Your instructions: Each line in the listing below that includes "Stickney" should be counted; give the total and nothing more.

============================================================

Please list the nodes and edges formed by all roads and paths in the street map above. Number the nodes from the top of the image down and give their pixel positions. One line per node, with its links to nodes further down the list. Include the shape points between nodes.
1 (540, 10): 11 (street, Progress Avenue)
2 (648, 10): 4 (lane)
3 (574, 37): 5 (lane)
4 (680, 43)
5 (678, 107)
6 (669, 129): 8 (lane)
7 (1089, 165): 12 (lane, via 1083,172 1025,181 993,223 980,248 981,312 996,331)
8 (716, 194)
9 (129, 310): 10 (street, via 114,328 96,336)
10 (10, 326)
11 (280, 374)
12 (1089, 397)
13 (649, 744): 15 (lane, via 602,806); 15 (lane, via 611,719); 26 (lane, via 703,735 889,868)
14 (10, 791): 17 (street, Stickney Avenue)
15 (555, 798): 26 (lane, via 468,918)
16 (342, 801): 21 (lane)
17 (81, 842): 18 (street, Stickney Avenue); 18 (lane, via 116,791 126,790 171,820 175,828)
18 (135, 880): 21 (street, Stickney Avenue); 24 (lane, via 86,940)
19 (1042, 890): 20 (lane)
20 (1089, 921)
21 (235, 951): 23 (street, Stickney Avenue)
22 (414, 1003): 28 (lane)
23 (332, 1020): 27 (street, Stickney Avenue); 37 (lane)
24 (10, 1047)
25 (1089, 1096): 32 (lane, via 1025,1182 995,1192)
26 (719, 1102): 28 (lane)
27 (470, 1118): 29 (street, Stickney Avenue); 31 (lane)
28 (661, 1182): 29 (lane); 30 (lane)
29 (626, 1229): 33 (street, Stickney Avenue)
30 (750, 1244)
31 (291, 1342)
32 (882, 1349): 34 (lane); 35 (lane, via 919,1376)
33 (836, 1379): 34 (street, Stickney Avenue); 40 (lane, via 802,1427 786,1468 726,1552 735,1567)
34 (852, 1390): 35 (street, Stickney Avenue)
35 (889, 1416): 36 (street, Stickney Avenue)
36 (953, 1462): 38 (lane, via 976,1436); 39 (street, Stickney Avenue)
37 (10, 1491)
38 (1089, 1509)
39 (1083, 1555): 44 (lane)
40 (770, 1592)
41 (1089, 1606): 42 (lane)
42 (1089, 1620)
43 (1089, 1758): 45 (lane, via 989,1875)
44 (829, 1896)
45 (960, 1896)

============================================================

Task response: 11